The offset into the bitmap indicates the address of memory, so your bitmap needs to be big enough to cover all addresses that can be free memory. The amount of memory is irrelevant. If you have one page of usable memory at address 0 and one page of usable memory at address 0x10000, your bitmap needs to cover all addresses between those as well.

No, because you might have an arrangement where the computer has half of its RAM at the bottom of the physical address space, and half of its RAM at the top.

For any given address:

If it's in the mmap and marked usable, then there is usable RAM there.
If it's in the mmap and marked unusable, then there is something there*, but it's not usable RAM.
If it's not in the mmap, then there's nothing there.

*Actually, I'm not sure if it's valid for a BIOS to list an address range as unusable if there's nothing there. If it is, then in principle, you could have a machine that had its whole address space catalogued in the memory map. In general though, the memory map will only tell you where usable RAM and things with addresses that aren't usable RAM are.

In my memory map all entries are within what I have installed in my emulator(so they all fit in 256mb), but the last entry is at address after 4 billion(which means that it is at 4GB), so should I count the last entry anyway, by the way it is marked as reserved in the memory map?

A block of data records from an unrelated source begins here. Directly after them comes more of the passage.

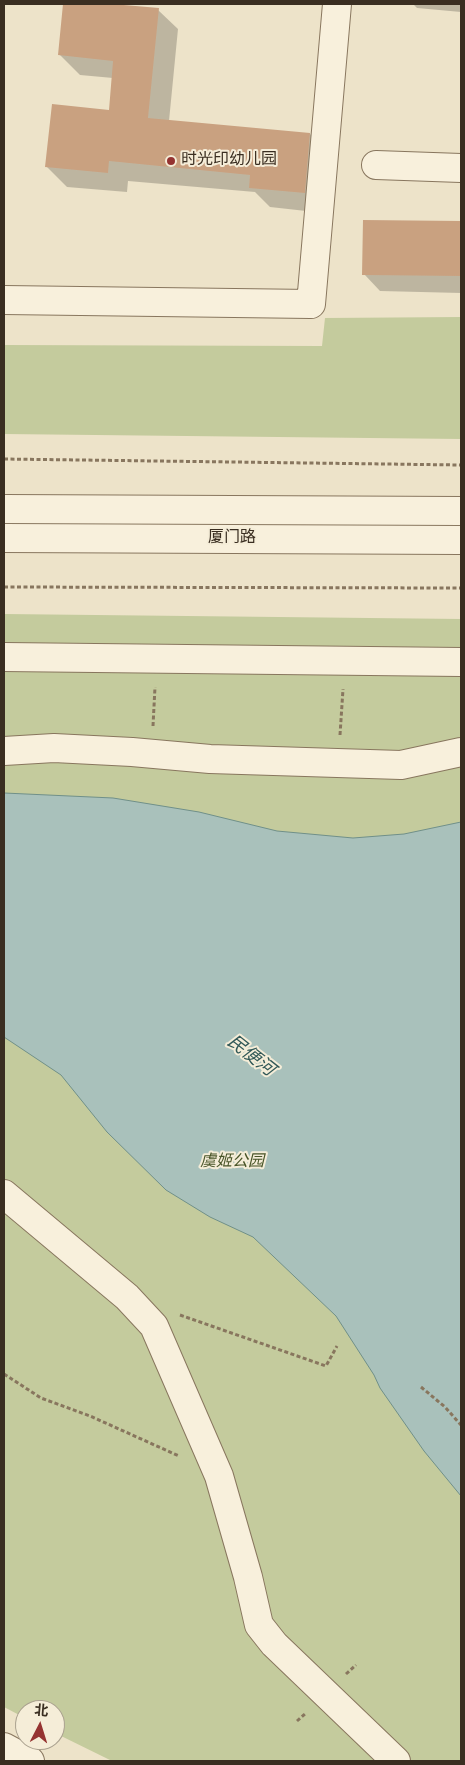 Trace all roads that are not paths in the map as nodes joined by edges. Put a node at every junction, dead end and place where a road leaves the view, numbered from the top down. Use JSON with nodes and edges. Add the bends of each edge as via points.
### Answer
{"nodes":[{"id":1,"x":337,"y":4,"type":"edge"},
{"id":2,"x":376,"y":166,"type":"dead end"},
{"id":3,"x":461,"y":168,"type":"edge"},
{"id":4,"x":4,"y":300,"type":"edge"},
{"id":5,"x":4,"y":509,"type":"edge"},
{"id":6,"x":461,"y":511,"type":"edge"},
{"id":7,"x":4,"y":538,"type":"edge"},
{"id":8,"x":461,"y":540,"type":"edge"},
{"id":9,"x":4,"y":657,"type":"edge"},
{"id":10,"x":461,"y":662,"type":"edge"},
{"id":11,"x":4,"y":751,"type":"edge"},
{"id":12,"x":461,"y":752,"type":"edge"},
{"id":13,"x":4,"y":1194,"type":"edge"},
{"id":14,"x":4,"y":1747,"type":"edge"},
{"id":15,"x":30,"y":1761,"type":"edge"},
{"id":16,"x":396,"y":1761,"type":"edge"}],
"edges":[{"from":1,"to":4,"type":"street","via":[[311,304]]},
{"from":2,"to":3,"type":"street"},
{"from":5,"to":6,"type":"street","name":"厦门路"},
{"from":7,"to":8,"type":"street","name":"厦门路"},
{"from":9,"to":10,"type":"street"},
{"from":11,"to":12,"type":"street","via":[[54,748],[210,759],[401,766]]},
{"from":13,"to":16,"type":"street","via":[[127,1297],[154,1326],[219,1476],[258,1625]]},
{"from":14,"to":15,"type":"street"}]} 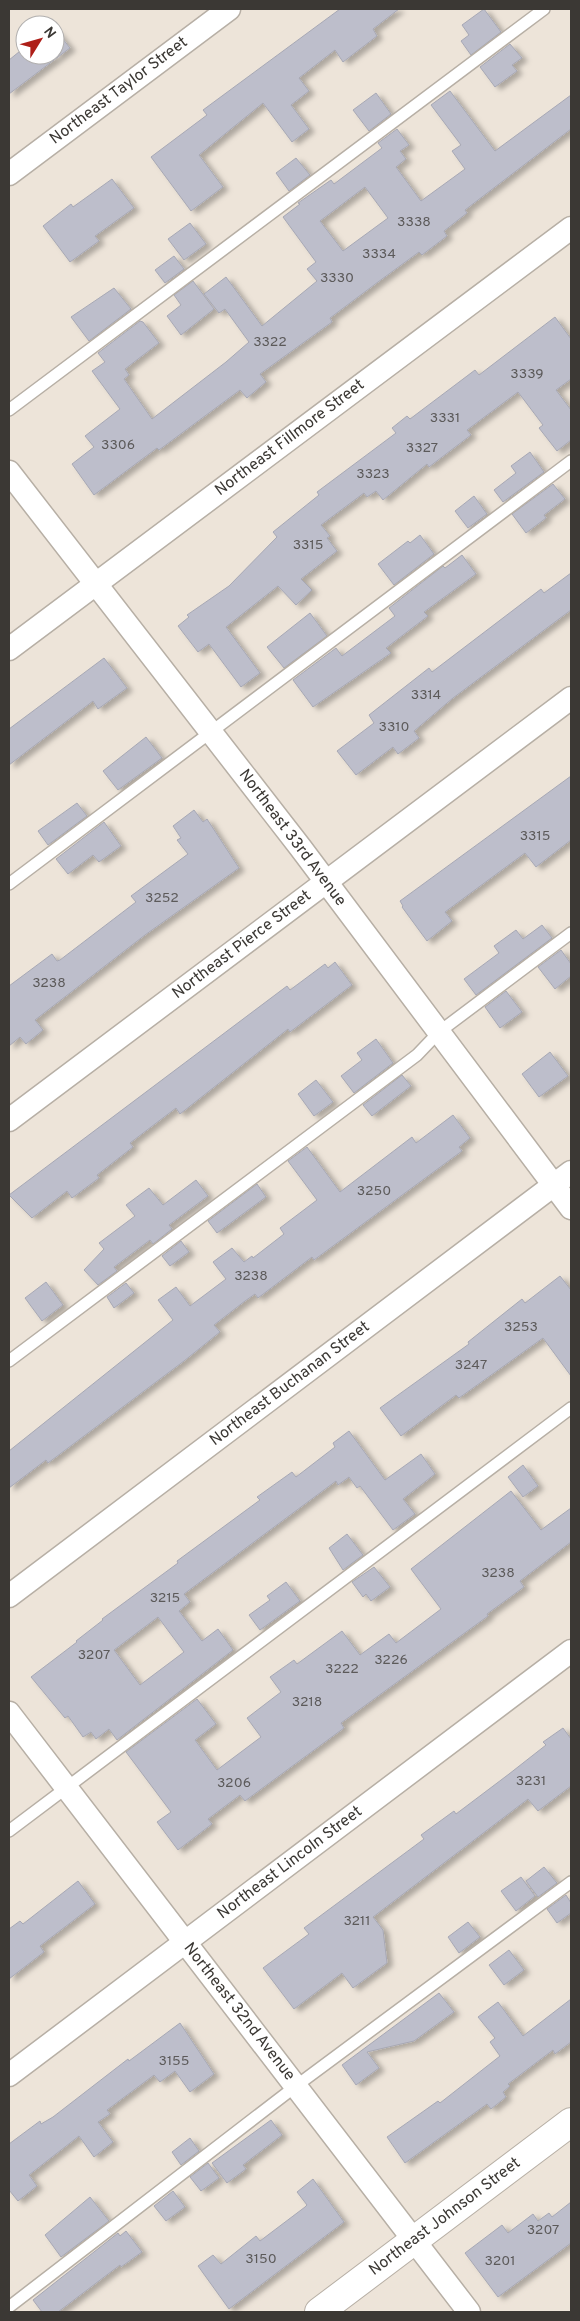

The bitmap size should be calculated not by the sum sizes of all entries in memmap divided by 4096. But instead the bitmap size should be determined by the end(base+size-1) of highest entry - start of lowest entry and then divided by 4096, am I right?

If the answer to the previous question is yes, then how do I know that it is really the size of RAM if memory map can have gaps as you said?

You said that the bitmap should be for more entries then installed RAM if there are some free memory at the start and in the end(beyond range of installed RAM), but if there is only reserved RAM that is beyond the installed RAM, then should the bitmap still be that big?

If I should ignore RAM beyond what I have installed that is reserved, then how should I calculate amount of installed RAM?

I don't think there is any reason to assume that the lower limit is not zero, and so only the highest possible address is interesting. For a 32-bit kernel, the highest possible physical address also determines if 32-bit paging or PAE paging should be used. After all, PAE requires twice as much memory for the paging structure, and if no physical address is above 4G, PAE paging just wastes memory and so 32-bit paging is a better choice.

There is also a need to group memory in different categories, at least below and above 4G, as some MMIO devices only can handle 32-bit addresses.